- Description of the task
Search the data below for the string "Odarslövsvägen". Extract every line that contains it.

Stored data
[Start of Attachment]
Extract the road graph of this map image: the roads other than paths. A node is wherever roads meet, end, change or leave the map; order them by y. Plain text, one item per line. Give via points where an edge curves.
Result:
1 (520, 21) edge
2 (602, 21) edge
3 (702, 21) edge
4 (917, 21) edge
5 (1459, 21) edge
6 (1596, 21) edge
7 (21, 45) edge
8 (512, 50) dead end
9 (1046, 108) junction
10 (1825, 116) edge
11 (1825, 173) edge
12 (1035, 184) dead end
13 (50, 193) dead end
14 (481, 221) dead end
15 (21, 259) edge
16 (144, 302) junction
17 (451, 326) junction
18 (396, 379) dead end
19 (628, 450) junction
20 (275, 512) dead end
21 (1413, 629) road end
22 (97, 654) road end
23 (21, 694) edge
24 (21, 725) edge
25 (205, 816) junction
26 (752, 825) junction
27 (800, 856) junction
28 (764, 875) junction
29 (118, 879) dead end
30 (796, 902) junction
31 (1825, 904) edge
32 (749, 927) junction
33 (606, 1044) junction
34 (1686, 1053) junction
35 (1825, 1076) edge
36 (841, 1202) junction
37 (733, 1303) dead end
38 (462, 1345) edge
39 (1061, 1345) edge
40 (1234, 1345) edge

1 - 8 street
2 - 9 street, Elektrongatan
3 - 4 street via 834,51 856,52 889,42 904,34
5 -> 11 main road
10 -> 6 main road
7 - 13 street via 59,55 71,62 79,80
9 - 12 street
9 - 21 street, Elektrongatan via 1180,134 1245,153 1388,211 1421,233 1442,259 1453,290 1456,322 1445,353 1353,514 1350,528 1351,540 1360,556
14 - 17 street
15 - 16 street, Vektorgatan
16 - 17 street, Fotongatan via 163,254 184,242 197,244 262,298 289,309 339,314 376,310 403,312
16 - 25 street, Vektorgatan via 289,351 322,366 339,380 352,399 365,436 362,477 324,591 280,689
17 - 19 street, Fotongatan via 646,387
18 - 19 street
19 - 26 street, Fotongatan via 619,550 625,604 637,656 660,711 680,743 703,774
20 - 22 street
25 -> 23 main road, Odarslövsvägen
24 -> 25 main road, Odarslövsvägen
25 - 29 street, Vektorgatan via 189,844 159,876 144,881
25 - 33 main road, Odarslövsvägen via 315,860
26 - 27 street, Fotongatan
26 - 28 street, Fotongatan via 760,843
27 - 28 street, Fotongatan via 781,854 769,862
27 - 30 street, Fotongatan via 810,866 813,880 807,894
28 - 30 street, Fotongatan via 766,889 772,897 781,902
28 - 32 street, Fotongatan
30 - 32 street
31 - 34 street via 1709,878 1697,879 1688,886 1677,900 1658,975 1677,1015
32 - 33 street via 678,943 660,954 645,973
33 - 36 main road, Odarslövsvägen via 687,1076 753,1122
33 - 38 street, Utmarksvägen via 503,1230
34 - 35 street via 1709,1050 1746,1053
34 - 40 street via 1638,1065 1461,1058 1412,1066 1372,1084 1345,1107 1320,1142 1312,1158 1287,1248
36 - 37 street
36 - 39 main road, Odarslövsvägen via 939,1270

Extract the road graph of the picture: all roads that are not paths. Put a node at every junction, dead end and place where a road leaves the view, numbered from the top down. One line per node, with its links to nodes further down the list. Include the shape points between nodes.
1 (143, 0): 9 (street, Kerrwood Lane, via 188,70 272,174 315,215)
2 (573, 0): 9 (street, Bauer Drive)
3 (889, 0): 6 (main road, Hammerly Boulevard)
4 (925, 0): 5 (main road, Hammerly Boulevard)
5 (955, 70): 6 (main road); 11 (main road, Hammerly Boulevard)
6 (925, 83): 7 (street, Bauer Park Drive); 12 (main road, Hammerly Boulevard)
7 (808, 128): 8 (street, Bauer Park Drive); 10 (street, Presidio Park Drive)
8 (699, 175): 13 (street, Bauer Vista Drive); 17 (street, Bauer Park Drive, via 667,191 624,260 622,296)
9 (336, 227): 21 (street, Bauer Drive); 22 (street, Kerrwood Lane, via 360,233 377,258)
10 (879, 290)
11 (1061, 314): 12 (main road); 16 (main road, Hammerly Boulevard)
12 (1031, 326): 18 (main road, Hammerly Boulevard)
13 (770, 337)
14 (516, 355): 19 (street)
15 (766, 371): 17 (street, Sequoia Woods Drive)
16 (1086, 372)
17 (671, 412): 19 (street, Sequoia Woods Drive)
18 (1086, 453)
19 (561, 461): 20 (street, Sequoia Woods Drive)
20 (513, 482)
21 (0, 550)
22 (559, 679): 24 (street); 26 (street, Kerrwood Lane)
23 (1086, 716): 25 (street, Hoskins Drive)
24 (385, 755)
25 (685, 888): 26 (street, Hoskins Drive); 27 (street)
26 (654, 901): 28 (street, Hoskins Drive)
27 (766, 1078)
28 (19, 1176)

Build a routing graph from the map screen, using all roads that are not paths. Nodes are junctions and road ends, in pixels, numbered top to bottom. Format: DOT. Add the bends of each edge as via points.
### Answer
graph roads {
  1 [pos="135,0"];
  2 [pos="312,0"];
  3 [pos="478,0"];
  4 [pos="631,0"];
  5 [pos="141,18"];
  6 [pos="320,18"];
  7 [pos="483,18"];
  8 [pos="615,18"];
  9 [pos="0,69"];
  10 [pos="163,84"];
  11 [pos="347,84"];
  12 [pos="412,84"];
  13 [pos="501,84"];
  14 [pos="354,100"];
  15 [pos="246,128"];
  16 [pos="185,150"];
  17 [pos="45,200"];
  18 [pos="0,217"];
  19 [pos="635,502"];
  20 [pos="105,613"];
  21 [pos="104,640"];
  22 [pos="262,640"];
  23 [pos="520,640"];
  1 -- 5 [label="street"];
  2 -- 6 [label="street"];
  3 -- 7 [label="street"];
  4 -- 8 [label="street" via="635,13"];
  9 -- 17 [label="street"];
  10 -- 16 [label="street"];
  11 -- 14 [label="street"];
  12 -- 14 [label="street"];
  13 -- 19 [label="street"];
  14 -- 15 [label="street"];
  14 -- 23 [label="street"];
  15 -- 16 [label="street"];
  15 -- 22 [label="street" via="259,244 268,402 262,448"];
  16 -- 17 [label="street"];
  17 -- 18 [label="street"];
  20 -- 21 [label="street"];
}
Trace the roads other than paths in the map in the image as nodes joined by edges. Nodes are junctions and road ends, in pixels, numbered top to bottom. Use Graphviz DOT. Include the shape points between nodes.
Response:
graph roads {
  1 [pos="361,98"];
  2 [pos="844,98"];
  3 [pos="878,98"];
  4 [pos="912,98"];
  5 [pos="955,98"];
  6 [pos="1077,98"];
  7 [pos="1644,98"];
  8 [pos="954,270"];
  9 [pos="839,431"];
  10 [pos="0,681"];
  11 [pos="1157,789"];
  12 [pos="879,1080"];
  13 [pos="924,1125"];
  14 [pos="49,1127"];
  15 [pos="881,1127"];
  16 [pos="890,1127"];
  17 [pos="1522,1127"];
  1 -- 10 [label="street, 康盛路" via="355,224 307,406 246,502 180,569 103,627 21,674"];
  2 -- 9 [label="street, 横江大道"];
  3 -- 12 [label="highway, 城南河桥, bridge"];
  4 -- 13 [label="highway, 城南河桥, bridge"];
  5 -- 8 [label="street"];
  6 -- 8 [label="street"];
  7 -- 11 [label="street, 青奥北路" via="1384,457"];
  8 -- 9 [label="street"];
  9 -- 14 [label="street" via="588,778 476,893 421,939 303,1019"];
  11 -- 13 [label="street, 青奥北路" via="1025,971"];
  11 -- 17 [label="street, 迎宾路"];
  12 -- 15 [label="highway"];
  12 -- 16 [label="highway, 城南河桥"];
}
[End of Attachment]
- Completed task
25 -> 23 main road, Odarslövsvägen
24 -> 25 main road, Odarslövsvägen
25 - 33 main road, Odarslövsvägen via 315,860
33 - 36 main road, Odarslövsvägen via 687,1076 753,1122
36 - 39 main road, Odarslövsvägen via 939,1270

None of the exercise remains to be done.